**Requirement**: The task calls for every line of the data to be repeated exactly.

▽

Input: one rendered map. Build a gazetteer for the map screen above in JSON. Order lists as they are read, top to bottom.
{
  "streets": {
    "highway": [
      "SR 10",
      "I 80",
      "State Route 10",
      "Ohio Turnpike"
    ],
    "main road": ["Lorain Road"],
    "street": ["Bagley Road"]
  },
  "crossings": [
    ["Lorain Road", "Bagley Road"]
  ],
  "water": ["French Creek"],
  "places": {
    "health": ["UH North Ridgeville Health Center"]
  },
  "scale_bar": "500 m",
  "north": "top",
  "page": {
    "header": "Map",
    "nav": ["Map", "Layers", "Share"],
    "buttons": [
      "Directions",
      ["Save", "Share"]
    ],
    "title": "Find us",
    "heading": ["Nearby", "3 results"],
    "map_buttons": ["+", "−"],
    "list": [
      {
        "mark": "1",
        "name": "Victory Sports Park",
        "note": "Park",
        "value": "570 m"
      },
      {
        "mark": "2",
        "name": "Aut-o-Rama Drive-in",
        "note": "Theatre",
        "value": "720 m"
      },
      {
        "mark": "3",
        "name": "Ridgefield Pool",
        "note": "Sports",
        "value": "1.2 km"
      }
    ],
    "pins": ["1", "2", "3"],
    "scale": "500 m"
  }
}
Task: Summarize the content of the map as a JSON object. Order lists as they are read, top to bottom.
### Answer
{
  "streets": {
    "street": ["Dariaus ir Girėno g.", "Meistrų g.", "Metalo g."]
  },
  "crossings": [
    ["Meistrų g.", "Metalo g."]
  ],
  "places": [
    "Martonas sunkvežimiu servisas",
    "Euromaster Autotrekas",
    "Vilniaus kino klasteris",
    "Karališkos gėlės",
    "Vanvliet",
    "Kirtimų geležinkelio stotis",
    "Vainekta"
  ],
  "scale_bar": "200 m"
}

△

**Reply to the exercise**:
Input: one rendered map. Build a gazetteer for the map screen above in JSON. Order lists as they are read, top to bottom.
{
  "streets": {
    "highway": [
      "SR 10",
      "I 80",
      "State Route 10",
      "Ohio Turnpike"
    ],
    "main road": ["Lorain Road"],
    "street": ["Bagley Road"]
  },
  "crossings": [
    ["Lorain Road", "Bagley Road"]
  ],
  "water": ["French Creek"],
  "places": {
    "health": ["UH North Ridgeville Health Center"]
  },
  "scale_bar": "500 m",
  "north": "top",
  "page": {
    "header": "Map",
    "nav": ["Map", "Layers", "Share"],
    "buttons": [
      "Directions",
      ["Save", "Share"]
    ],
    "title": "Find us",
    "heading": ["Nearby", "3 results"],
    "map_buttons": ["+", "−"],
    "list": [
      {
        "mark": "1",
        "name": "Victory Sports Park",
        "note": "Park",
        "value": "570 m"
      },
      {
        "mark": "2",
        "name": "Aut-o-Rama Drive-in",
        "note": "Theatre",
        "value": "720 m"
      },
      {
        "mark": "3",
        "name": "Ridgefield Pool",
        "note": "Sports",
        "value": "1.2 km"
      }
    ],
    "pins": ["1", "2", "3"],
    "scale": "500 m"
  }
}
Task: Summarize the content of the map as a JSON object. Order lists as they are read, top to bottom.
### Answer
{
  "streets": {
    "street": ["Dariaus ir Girėno g.", "Meistrų g.", "Metalo g."]
  },
  "crossings": [
    ["Meistrų g.", "Metalo g."]
  ],
  "places": [
    "Martonas sunkvežimiu servisas",
    "Euromaster Autotrekas",
    "Vilniaus kino klasteris",
    "Karališkos gėlės",
    "Vanvliet",
    "Kirtimų geležinkelio stotis",
    "Vainekta"
  ],
  "scale_bar": "200 m"
}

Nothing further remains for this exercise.